Selon un article paru sur 01net, n’importe qui pouvait détruire les boîtes aux lettres électroniques et les pages persos des abonnés de Noos pendant plusieurs heures vendredi 1er décembre. Il suffisait de saisir un identifiant au hasard (comme "momo" ou "tintin" ) pour accéder au compte client correspondant, sans mot de passe. Ouverte peu avant 14 heures, cette brèche dans le système protégeant le compte des abonnés NoosNet n’a été refermée que le soir, à 21 heures. Pour redémarrer de plus belle quelques heures plus tard. À cette différence près : les internautes pouvaient accéder au compte des abonnés NoosNet, mais sans pouvoir détruire leurs données.
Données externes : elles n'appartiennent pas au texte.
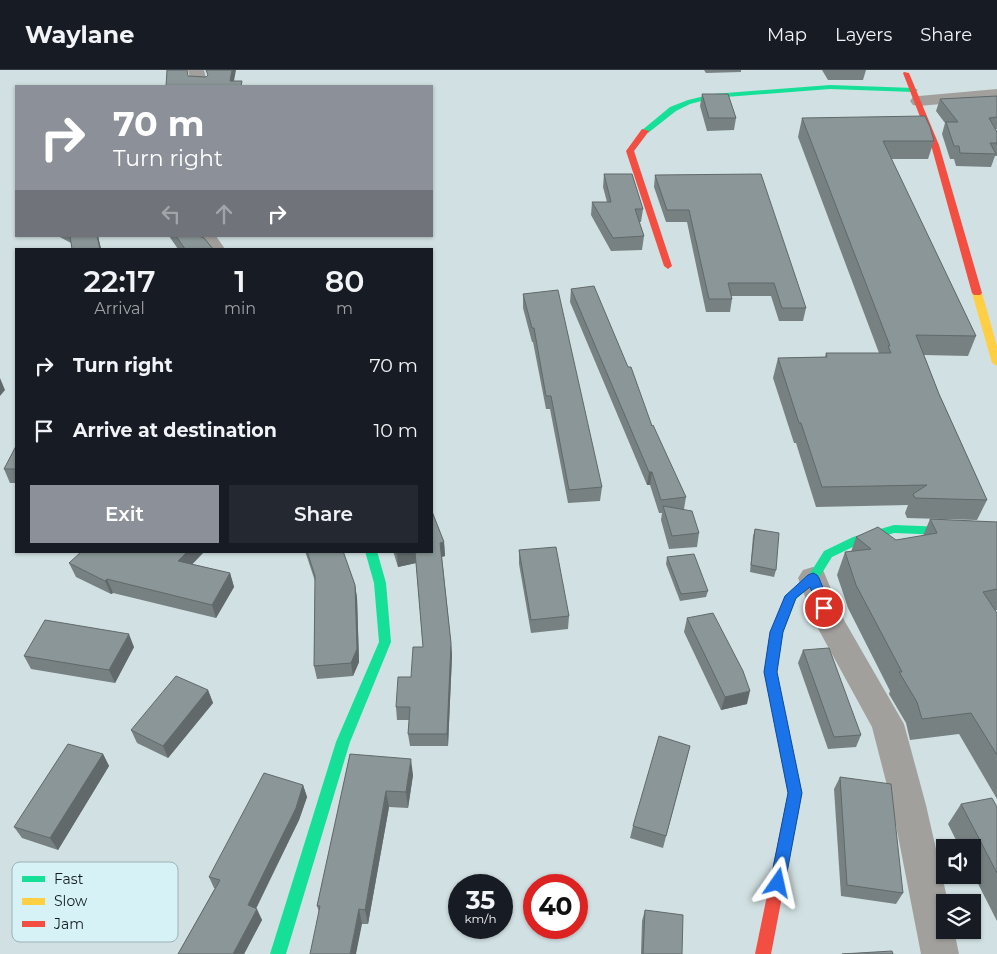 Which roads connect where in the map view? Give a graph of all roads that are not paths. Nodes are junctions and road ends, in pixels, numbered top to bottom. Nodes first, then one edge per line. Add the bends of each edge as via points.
1 (196, 70) edge
2 (905, 70) edge
3 (200, 85) edge
4 (997, 94) edge
5 (916, 96) junction
6 (206, 237) edge
7 (214, 248) edge
8 (668, 266) dead end
9 (997, 363) edge
10 (997, 533) edge
11 (372, 553) edge
12 (813, 578) junction
13 (278, 954) edge
14 (763, 954) edge
15 (940, 954) edge

1 - 3 street
2 - 5 street
4 - 5 street
5 - 8 street via 878,86 758,92 700,98 677,106 641,134 630,151
5 - 9 street via 935,145
6 - 7 street
10 - 12 street via 894,529 828,554
11 - 13 street via 380,583 385,642 342,742
12 - 14 street via 791,596 776,632 770,672 795,793
12 - 15 street via 830,623 888,724 909,805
À l’origine de ce bogue : une malencontreuse modification effectuée par un développeur de chez Noos lors de la mise en place d’une nouvelle interface d’administration, destinée à la rubrique "mon compte". Chez Noos, personne n’a jugé utile d’informer les abonnés. Interrogés quatre jours après le bogue par l’un des journalistes de Tranfert se faisant passer pour un client, ni les employés du service NoosNet, ni ceux du service commercial, ni ceux du service client n’ont semblé en mesure de nous donner la moindre information sur le sujet. Une employée du service client, indiquait même : "Nous n’avons pas eu vent de cette histoire et d’ailleurs, notre service étant totalement sécurisé, je vois pas comment une telle erreur pourrait se produire." Ben voyons. Et on noos prendrait pas pour des c... ?
|